Reeling beneath the machinelike blows, Sumner slid under his desk. It afforded no protection. The desk was bolted to the floor, the chair that went with it ran back and forth on a track laid into the floor. As he sat or lay in a semi-conscious heap beneath the desk, the chair effectively imprisoned him yet still left ample room for Brooks to continue wielding his cane. Blinded by the effusion of his own blood, Sumner managed to get to his feet. In doing so, he tore the desk from the floor in an animal effort to evade the bludgeoning.
He staggered into the aisle, sightless, arms outstretched either to fend off the cane or to substitute for the sense of sight. Released from his trap beneath the desk, however, Sumner only made an easier target. Brooks was not finished with him. Using what he later admitted was the “full extent of [his] power,” the South Carolinian struck him in fresh places, across the face, the shoulders, and the head. At length, the gutta-percha, as if weary of bending, broke, snapping in two. Brooks retained the end with the golden head and continued to ply it, even as it shattered into even more pieces.
“Oh Lord,” Sumner was heard to gasp as he at last lost consciousness—as he faded, bellowing (Brooks subsequently mocked him) “like a calf.”

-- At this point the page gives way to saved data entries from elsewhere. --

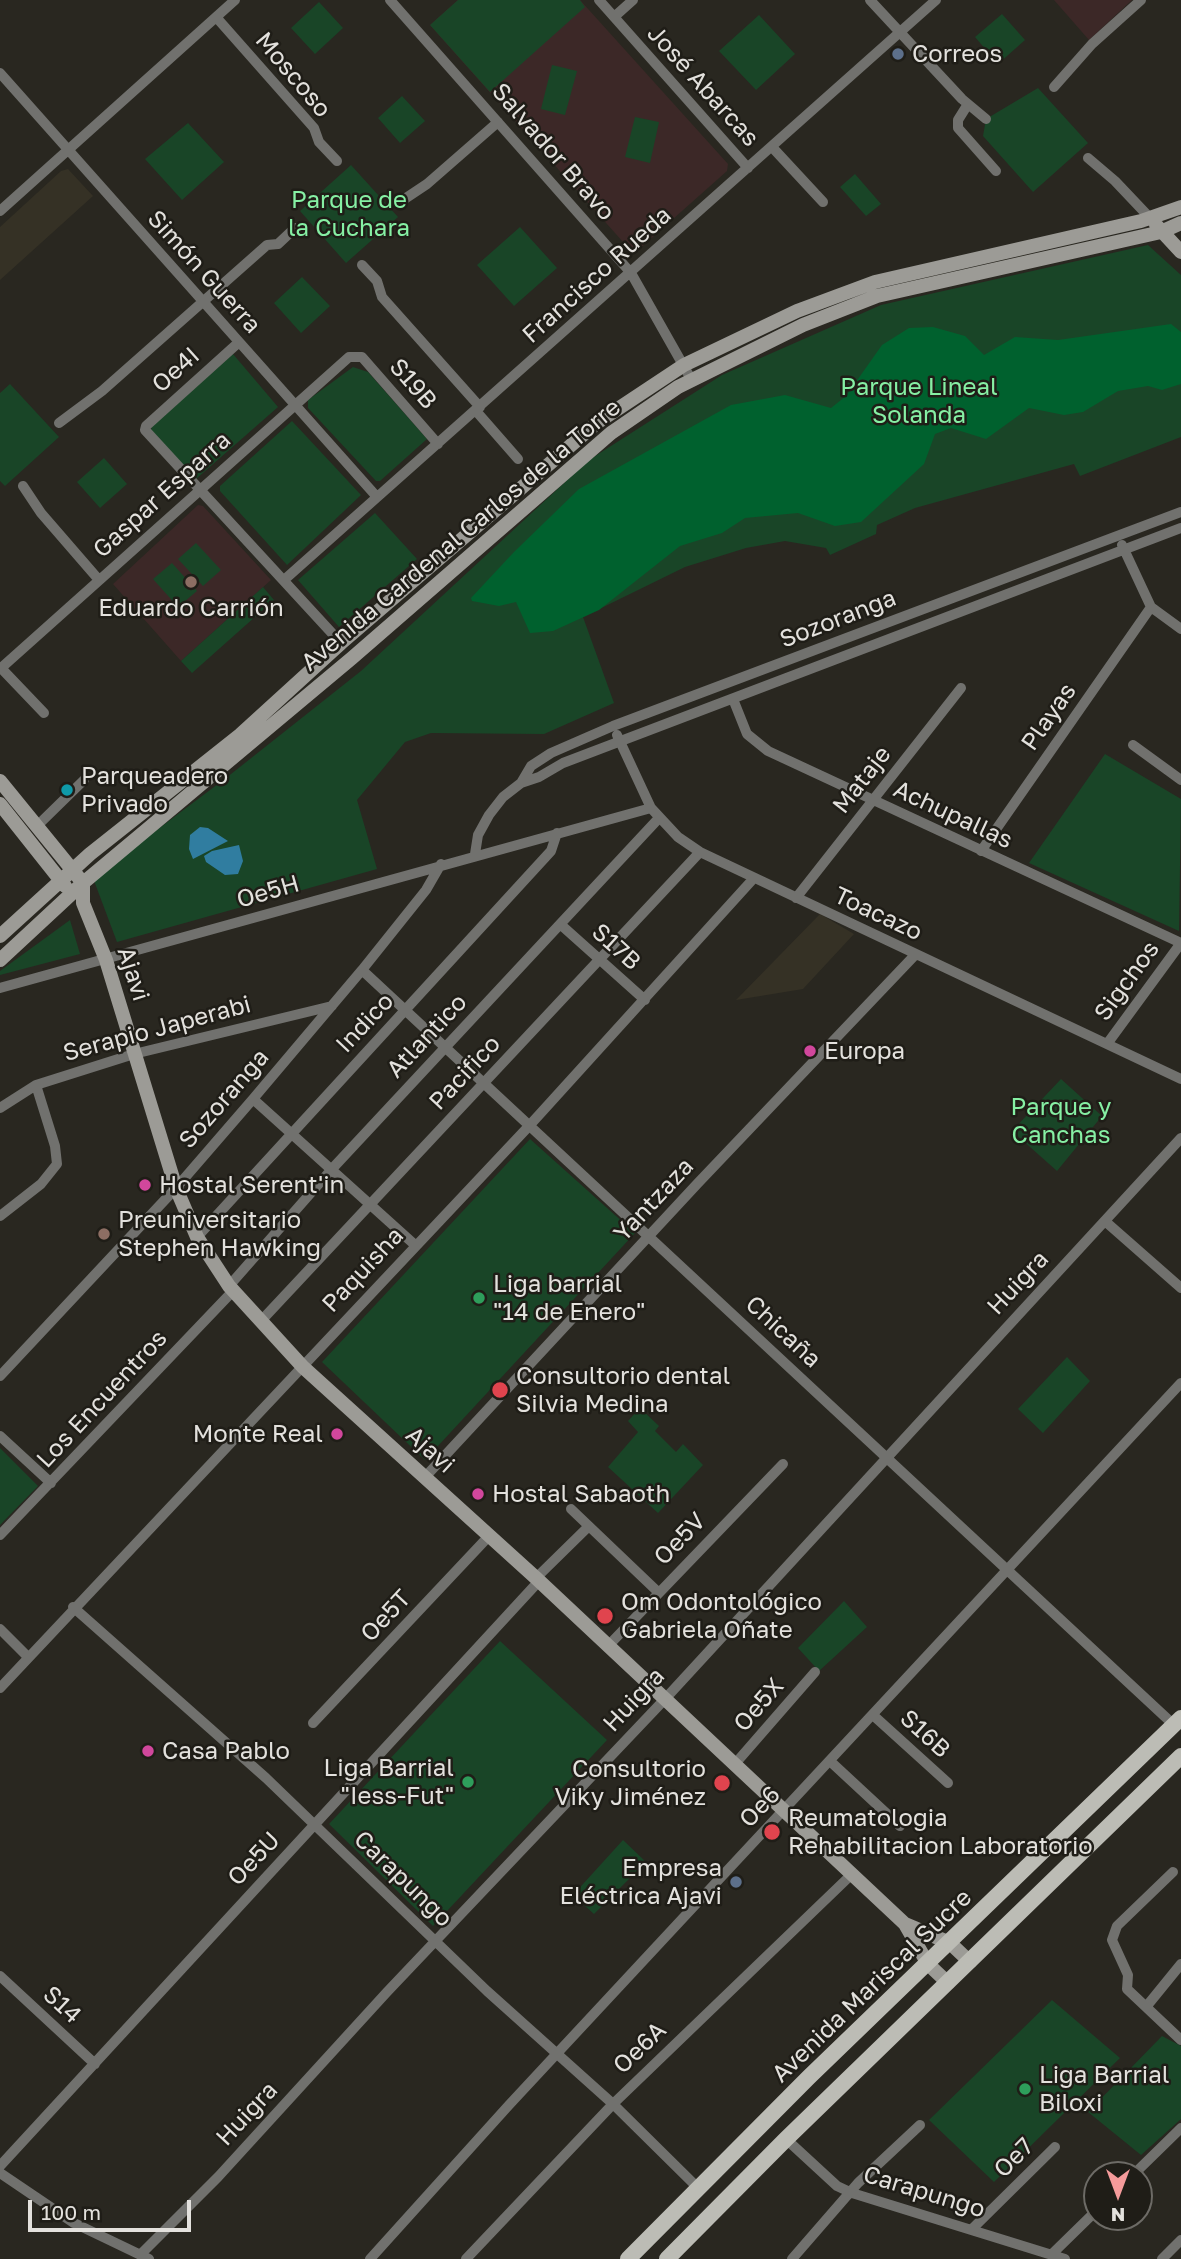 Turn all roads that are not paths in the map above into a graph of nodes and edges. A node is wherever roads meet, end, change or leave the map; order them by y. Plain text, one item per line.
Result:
1 (235, 0) edge
2 (390, 0) edge
3 (599, 0) edge
4 (633, 0) edge
5 (870, 0) edge
6 (936, 0) edge
7 (1141, 0) edge
8 (216, 17) junction
9 (614, 17) junction
10 (899, 33) junction
11 (0, 73) edge
12 (1054, 87) dead end
13 (968, 104) junction
14 (986, 120) dead end
15 (498, 122) junction
16 (772, 147) junction
17 (68, 150) junction
18 (1088, 158) dead end
19 (337, 161) dead end
20 (748, 168) junction
21 (996, 172) dead end
22 (404, 200) dead end
23 (823, 202) dead end
24 (1181, 207) edge
25 (0, 211) edge
26 (1151, 219) junction
27 (1181, 223) edge
28 (295, 228) dead end
29 (1161, 232) junction
30 (1181, 253) edge
31 (362, 265) dead end
32 (631, 273) junction
33 (203, 302) junction
34 (238, 343) junction
35 (355, 355) joint
36 (684, 365) junction
37 (691, 379) junction
38 (294, 404) junction
39 (478, 409) junction
40 (58, 423) dead end
41 (438, 444) junction
42 (518, 459) dead end
43 (23, 486) dead end
44 (200, 489) junction
45 (377, 497) junction
46 (1181, 512) edge
47 (1181, 528) edge
48 (1118, 536) junction
49 (1124, 550) junction
50 (99, 580) junction
51 (284, 580) junction
52 (1151, 607) junction
53 (1181, 629) edge
54 (341, 643) junction
55 (0, 669) edge
56 (961, 688) dead end
57 (733, 699) junction
58 (44, 713) dead end
59 (613, 726) junction
60 (619, 741) junction
61 (1133, 745) dead end
62 (0, 780) edge
63 (84, 780) dead end
64 (1181, 780) edge
65 (521, 783) junction
66 (872, 801) junction
67 (0, 804) edge
68 (651, 807) junction
69 (659, 818) junction
70 (37, 826) junction
71 (557, 833) junction
72 (981, 851) junction
73 (700, 852) junction
74 (475, 854) junction
75 (441, 864) junction
76 (74, 870) junction
77 (754, 878) junction
78 (61, 880) junction
79 (83, 883) junction
80 (70, 895) junction
81 (796, 898) junction
82 (83, 903) junction
83 (560, 924) junction
84 (0, 936) edge
85 (1181, 943) edge
86 (915, 955) junction
87 (0, 960) edge
88 (106, 960) junction
89 (596, 960) junction
90 (362, 970) junction
91 (0, 988) edge
92 (645, 1000) junction
93 (332, 1006) junction
94 (405, 1010) junction
95 (1107, 1044) junction
96 (445, 1048) junction
97 (134, 1054) junction
98 (1181, 1079) edge
99 (36, 1084) junction
100 (484, 1084) junction
101 (253, 1099) junction
102 (0, 1108) edge
103 (529, 1126) junction
104 (290, 1135) junction
105 (1181, 1138) edge
106 (331, 1170) junction
107 (176, 1188) junction
108 (370, 1205) junction
109 (0, 1216) edge
110 (1106, 1222) junction
111 (197, 1237) junction
112 (649, 1237) junction
113 (415, 1245) junction
114 (231, 1288) junction
115 (1181, 1288) edge
116 (260, 1322) junction
117 (303, 1367) junction
118 (0, 1376) edge
119 (1181, 1383) edge
120 (0, 1436) edge
121 (886, 1457) junction
122 (783, 1464) dead end
123 (426, 1476) junction
124 (51, 1483) junction
125 (571, 1509) dead end
126 (588, 1527) junction
127 (0, 1535) edge
128 (489, 1536) junction
129 (1008, 1571) junction
130 (537, 1579) junction
131 (658, 1592) junction
132 (73, 1607) junction
133 (0, 1629) edge
134 (608, 1646) junction
135 (28, 1657) junction
136 (815, 1672) dead end
137 (0, 1688) edge
138 (665, 1699) junction
139 (874, 1716) junction
140 (1178, 1721) edge
141 (313, 1723) dead end
142 (1181, 1756) edge
143 (831, 1762) junction
144 (734, 1765) junction
145 (948, 1783) dead end
146 (785, 1811) junction
147 (315, 1824) junction
148 (900, 1826) dead end
149 (1173, 1872) dead end
150 (851, 1875) junction
151 (905, 1924) junction
152 (436, 1940) junction
153 (950, 1943) junction
154 (970, 1962) junction
155 (928, 1964) junction
156 (1181, 1964) edge
157 (0, 1976) edge
158 (948, 1983) junction
159 (1146, 2007) junction
160 (1179, 2034) edge
161 (556, 2054) junction
162 (95, 2064) junction
163 (613, 2104) junction
164 (920, 2125) dead end
165 (1181, 2128) edge
166 (786, 2139) junction
167 (1055, 2147) dead end
168 (1147, 2161) edge
169 (0, 2166) edge
170 (0, 2173) edge
171 (697, 2187) junction
172 (852, 2193) junction
173 (1083, 2224) edge
174 (973, 2228) junction
175 (1181, 2240) edge
176 (1053, 2253) junction
177 (145, 2257) edge
178 (370, 2259) edge
179 (466, 2259) edge
180 (628, 2259) edge
181 (667, 2259) edge
182 (792, 2259) edge
183 (1065, 2259) edge
184 (1162, 2259) edge

1 - 8 street
2 - 15 street, Salvador Bravo
3 - 9 street, José Abarcas
4 - 9 street
5 - 10 street
6 - 10 street, Francisco Rueda
7 - 12 street
8 - 17 street
8 - 19 street, Moscoso
9 - 20 street, José Abarcas
10 - 13 street
10 - 16 street, Francisco Rueda
11 - 17 street, Simón Guerra
13 - 14 street
13 - 21 street
15 - 22 street
15 - 32 street, Salvador Bravo
16 - 20 street, Francisco Rueda
16 - 23 street
17 - 25 street
17 - 33 street, Simón Guerra
18 - 26 street
20 - 32 street, Francisco Rueda
24 - 26 street, Avenida Cardenal Carlos de la Torre
26 - 29 street
26 - 36 street, Avenida Cardenal Carlos de la Torre
27 - 29 street, Avenida Cardenal Carlos de la Torre
28 - 33 street
29 - 30 street
29 - 37 street, Avenida Cardenal Carlos de la Torre
31 - 39 street
32 - 36 street, Salvador Bravo
32 - 39 street, Francisco Rueda
33 - 34 street, Simón Guerra
33 - 40 street
34 - 38 street, Simón Guerra
34 - 44 street, Oe4I
35 - 38 street, Gaspar Esparra
35 - 41 street, S19B
36 - 37 street, Salvador Bravo
36 - 54 street, Avenida Cardenal Carlos de la Torre
37 - 79 street, Avenida Cardenal Carlos de la Torre
38 - 44 street, Gaspar Esparra
38 - 45 street, Simón Guerra
39 - 41 street, Francisco Rueda
39 - 42 street
41 - 45 street, Francisco Rueda
43 - 50 street
44 - 50 street, Gaspar Esparra
44 - 51 street
45 - 51 street, Francisco Rueda
46 - 48 street, Sozoranga
47 - 49 street, Sozoranga
48 - 49 street
48 - 59 street, Sozoranga
49 - 52 street
49 - 57 street, Sozoranga
50 - 55 street, Gaspar Esparra
51 - 54 street
52 - 53 street
52 - 72 street, Playas
54 - 76 street, Avenida Cardenal Carlos de la Torre
55 - 58 street
56 - 66 street, Mataje
57 - 60 street, Sozoranga
57 - 66 street, Achupallas
59 - 60 street, Toacazo
59 - 65 street, Sozoranga
60 - 65 street, Sozoranga
60 - 68 street, Toacazo
61 - 64 street
62 - 70 street
63 - 70 street
65 - 74 street, Sozoranga
66 - 72 street, Achupallas
66 - 81 street, Mataje
67 - 78 street
68 - 69 street, Toacazo
68 - 71 street
69 - 73 street, Toacazo
69 - 83 street, Atlantico
70 - 76 street
71 - 74 street
71 - 94 street, Indico
72 - 85 street, Achupallas
73 - 77 street, Toacazo
73 - 89 street, Pacifico
74 - 75 street
75 - 88 street, Oe5H
75 - 90 street, Sozoranga
76 - 78 street, Avenida Cardenal Carlos de la Torre
76 - 79 street
77 - 81 street, Toacazo
77 - 92 street, Paquisha
78 - 80 street
78 - 84 street, Avenida Cardenal Carlos de la Torre
79 - 80 street, Avenida Cardenal Carlos de la Torre
79 - 82 street, Ajavi
80 - 82 street
80 - 87 street, Avenida Cardenal Carlos de la Torre
81 - 86 street, Toacazo
82 - 88 street, Ajavi
83 - 89 street, S17B
83 - 96 street, Atlantico
85 - 95 street, Sigchos
86 - 95 street, Toacazo
86 - 112 street, Yantzaza
88 - 91 street, Oe5H
88 - 97 street, Ajavi
89 - 92 street, S17B
89 - 100 street, Pacifico
90 - 93 street, Sozoranga
90 - 94 street, Chicaña
92 - 103 street, Paquisha
93 - 97 street, Serapio Japerabi
93 - 101 street, Sozoranga
94 - 96 street, Chicaña
94 - 104 street, Indico
95 - 98 street, Toacazo
96 - 100 street, Chicaña
96 - 106 street, Atlantico
97 - 99 street, Serapio Japerabi
97 - 107 street, Ajavi
99 - 102 street, Serapio Japerabi
99 - 109 street
100 - 103 street, Chicaña
100 - 108 street, Pacifico
101 - 104 street
101 - 107 street, Sozoranga
103 - 112 street, Chicaña
103 - 113 street, Paquisha
104 - 106 street
104 - 111 street, Indico
105 - 110 street, Huigra
106 - 108 street
106 - 114 street, Atlantico
107 - 111 street, Ajavi
107 - 118 street, Sozoranga
108 - 113 street
108 - 116 street, Pacifico
110 - 115 street
110 - 121 street, Huigra
111 - 114 street, Ajavi
112 - 121 street, Chicaña
112 - 123 street, Yantzaza
113 - 117 street, Paquisha
114 - 116 street, Ajavi
114 - 124 street, Los Encuentros
116 - 117 street, Ajavi
117 - 123 street, Ajavi
117 - 132 street, Paquisha
119 - 129 street, Oe6
120 - 124 street
121 - 129 street, Chicaña
121 - 138 street, Huigra
122 - 131 street, Oe5V
123 - 128 street, Ajavi
124 - 127 street, Los Encuentros
125 - 126 street
126 - 130 street, Oe5U
126 - 131 street
128 - 130 street, Ajavi
128 - 141 street, Oe5T
129 - 139 street, Oe6
129 - 140 street, Chicaña
130 - 134 street, Ajavi
130 - 147 street, Oe5U
131 - 134 street, Oe5V
132 - 135 street, Paquisha
132 - 147 street, Carapungo
133 - 135 street
134 - 138 street, Ajavi
135 - 137 street, Paquisha
136 - 144 street, Oe5X
138 - 144 street, Ajavi
138 - 152 street, Huigra
139 - 143 street, Oe6
139 - 145 street, S16B
140 - 153 main road, Avenida Mariscal Sucre
142 - 154 main road, Avenida Mariscal Sucre
143 - 146 street, Oe6
143 - 148 street
144 - 146 street, Ajavi
146 - 150 street, Ajavi
146 - 161 street, Oe6
147 - 152 street, Carapungo
147 - 162 street, Oe5U
149 - 159 street
150 - 151 street, Ajavi
150 - 163 street, Oe6A
151 - 153 street, Ajavi
151 - 155 street, Ajavi
152 - 161 street, Carapungo
152 - 177 street, Huigra
153 - 154 street, Ajavi
153 - 155 main road, Avenida Mariscal Sucre
154 - 158 main road, Avenida Mariscal Sucre
155 - 158 street, Ajavi
155 - 171 main road, Avenida Mariscal Sucre
156 - 159 street
157 - 162 street, S14
158 - 166 main road, Avenida Mariscal Sucre
159 - 160 street
161 - 163 street, Carapungo
161 - 178 street, Oe6
162 - 169 street, Oe5U
163 - 171 street, Carapungo
163 - 179 street, Oe6A
164 - 172 street
165 - 168 street
166 - 172 street, Carapungo
166 - 181 main road, Avenida Mariscal Sucre
167 - 174 street, Oe7
170 - 177 street
171 - 180 main road, Avenida Mariscal Sucre
172 - 174 street, Carapungo
172 - 182 street
173 - 176 street
174 - 176 street, Carapungo
175 - 184 street
176 - 183 street, Carapungo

The Southerner would not let him lie, but, before his victim crumpled fully to the floor, he took hold of his lapel, in one hand gathering a fistful of the cloth, pulling the unconscious man partially upright before him. He now used the much-shortened stick to continue the beating at face-to-face range.
* * *
An act of passion—dreadful, awful, ungovernable, unstoppable. But hardly spontaneous. In fact, the force that drove the muscle that wielded the walking stick had been decades in gathering. Its accumulation began when the architects of American independence failed to face, let alone resolve, the issue of slavery. In his original draft of the Declaration of Independence, Thomas Jefferson (a slave owner himself) condemned slavery, but other hands deleted the condemnation in subsequent drafts. When the Constitution was being drawn up in 1787, there were calls to include the abolition of slavery, but those voices were neither very loud nor very enthusiastic. In the end, the conservative voices prevailed. Yet the Constitution did not entirely ignore the subject of slavery. By stipulating that the importation of slaves—that is, the slave trade—was to cease by 1808 (Article I, Section 9), the framers (some have insisted) seem to have implicitly acknowledged an inherent wrong in the institution of slavery. At the same time, however, those same men created a document that both recognized and explicitly protected slavery. Article IV, Section 2 specified that slaves who escaped into a free state were not thereby freed; on the contrary, the government of a free state into which a slave escaped was obligated to ensure that the fugitive would be “delivered up on claim of the party to whom such labor may be due.”